“Lord, if you are willing, you can make me whole. And he put forth his hand, and touched him, saying, I am willing: be made whole.” (Luke 5:12b-13)
It hurts me to think that God’s will is anything less than health for his body. For example, if you were an executive in a company, and you knew that a section of your company was embittered against the company and distraught, you would acknowledge that there was a “disease” of sorts present within your company, and, naturally, because you want the company to prosper and do well, you would want that section of the company to be made whole again. After all, disease in one part of the company has a way of infecting another part — the whole company, really, could be brought down through this “infectious disease.” Even God, in His Bible, talks a lot about the necessity of quarantine when infection comes upon a person. (Leviticus 13). Why does God say this? Because He has no interest in seeing people be healthy? On the contrary, it is quite evident that God has a vested interested in seeing people being made whole. In short, God wants you healthy. This is His father heart. It is demonstrated all throughout the Bible. And so, too, is it with God’s body. If there is disease — whether that be emotional, physical, or mental — in one part of God’s body (one part of the church, which is the body of Christ), then, it really seems to me, that God wants it healed! It is true — sometimes the healing does not come. That is why quarantine is so necessary. Yet, this is not a reflection of God’s “heart of hearts.” As we have seen, His “heart of hearts” is to see things being made whole.

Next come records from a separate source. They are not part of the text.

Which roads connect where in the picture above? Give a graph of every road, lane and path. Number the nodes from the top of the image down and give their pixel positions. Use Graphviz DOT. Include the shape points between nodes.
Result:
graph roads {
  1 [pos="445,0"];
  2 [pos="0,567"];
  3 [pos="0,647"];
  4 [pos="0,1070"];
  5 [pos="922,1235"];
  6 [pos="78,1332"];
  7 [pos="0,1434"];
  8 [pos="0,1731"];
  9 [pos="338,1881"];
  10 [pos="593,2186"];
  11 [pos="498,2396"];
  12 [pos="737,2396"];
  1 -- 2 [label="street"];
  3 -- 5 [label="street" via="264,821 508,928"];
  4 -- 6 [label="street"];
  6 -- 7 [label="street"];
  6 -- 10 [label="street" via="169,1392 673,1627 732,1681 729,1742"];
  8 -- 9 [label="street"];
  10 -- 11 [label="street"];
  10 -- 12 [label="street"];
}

That’s why it seems preposterous to me that God would “want” anyone to die. It is not God’s desire that anyone should die, it is rather a concession (like divorce) that God endures. We need to see the difference between the two. In fact, in the book of Ezekiel, God explicitly says that it is NOT His will that anyone should die (referring to both physical and spiritual death). “Do I take pleasure in the death of the wicked?” says the Lord? “No. Then repent, that you should live.” (Ezekiel 33:11). So often, we have been inclined to think that, in God’s heart of hearts, it is His will that some should live, while others should die. Our prayers reflect this false belief. “Lord, if it is your will that so-and-so should be made whole, then please heal him.” We falsely fall into the trap of complacency in this area. Friends, it really is a trap — a trap set by the enemy of our souls (Satan) and perhaps even many well-intentioned people, who simply don’t know any better (really, they do not know God as they should). It is time to “wake up” to these things. Stop being complacent. Stop letting the enemy say that God’s will “might be” that you should die, when, in fact, it is explicitly that you should live! That is why the apostle John can so confidently write to those to whom he is ministering, “I pray that in all things you may be in health, just as your soul prospers.” (3 John 2) John is certain of this. Notice, he has not added, “If God wills,” at the end of his prayer. This is a royal cop-out — such a faithless prayer in God’s desire to heal deserves not even to be heard, much less answered (we will deal with this tomorrow).
Do our prayers reflect the true belief about God’s desire to make us well? Jesus said, “Be it done according to your faith.” Unfortunately, our “faith” (or lack of it) may be the very reason why things are not getting “done,” and why people are not getting healed as they should. I am not referring to a manufactured faith — “Oh, Lord, I hope … I hope you will heal me … I hope, I hope, I hope …,” or even, “I believe … I believe … I believe …” repeated a thousand times without a real heart knowledge of the truth (such faith is not faith, but wishful thinking, even bordering on witchcraft, self-deception, and an attempt to manipulate God), but rather an inner knowing, based on a proper understanding of God’s character, that can say, with quiet and confident assertion, “Lord, I know that it is your desire to make me well, because you are a good God. I know that there may be some “keys” that I need to use to “open some doors” so that I can receive my healing. Lord, please reveal to me the keys, and help me to be bold enough and strong enough to unlock those doors as you present them to me. Lead me into all truth, and I know I will be set free. (John 8:31-36). Lord, take me by the hand. I will follow you. Help me not to be afraid. You are good God, and you will lead me. Amen.”